From the line that contains "pinky pip: (343, 257)" to the last line of the data, every line is to be transcribed exactly; no other line is to be included.

Recorded data:
=== Section Start ===

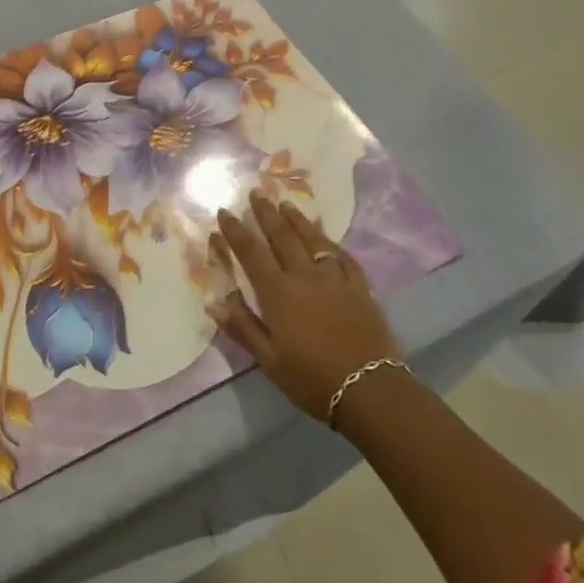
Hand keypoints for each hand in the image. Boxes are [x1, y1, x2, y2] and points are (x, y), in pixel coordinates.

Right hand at [208, 193, 401, 422]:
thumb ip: (242, 328)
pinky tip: (326, 238)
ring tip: (286, 203)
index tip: (224, 211)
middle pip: (282, 236)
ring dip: (297, 219)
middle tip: (256, 192)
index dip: (236, 231)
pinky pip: (343, 257)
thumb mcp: (269, 361)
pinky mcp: (360, 287)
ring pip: (312, 239)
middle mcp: (304, 276)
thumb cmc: (312, 379)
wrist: (371, 390)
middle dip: (266, 213)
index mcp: (278, 292)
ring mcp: (335, 278)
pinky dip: (331, 243)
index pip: (251, 253)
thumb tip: (212, 302)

=== Section End ===

= YOUR RESPONSE =
pinky pip: (343, 257)
thumb mcp: (269, 361)
pinky mcp: (360, 287)
ring pip: (312, 239)
middle mcp: (304, 276)
thumb cmc: (312, 379)
wrist: (371, 390)
middle dip: (266, 213)
index mcp: (278, 292)
ring mcp: (335, 278)
pinky dip: (331, 243)
index pip: (251, 253)
thumb tip: (212, 302)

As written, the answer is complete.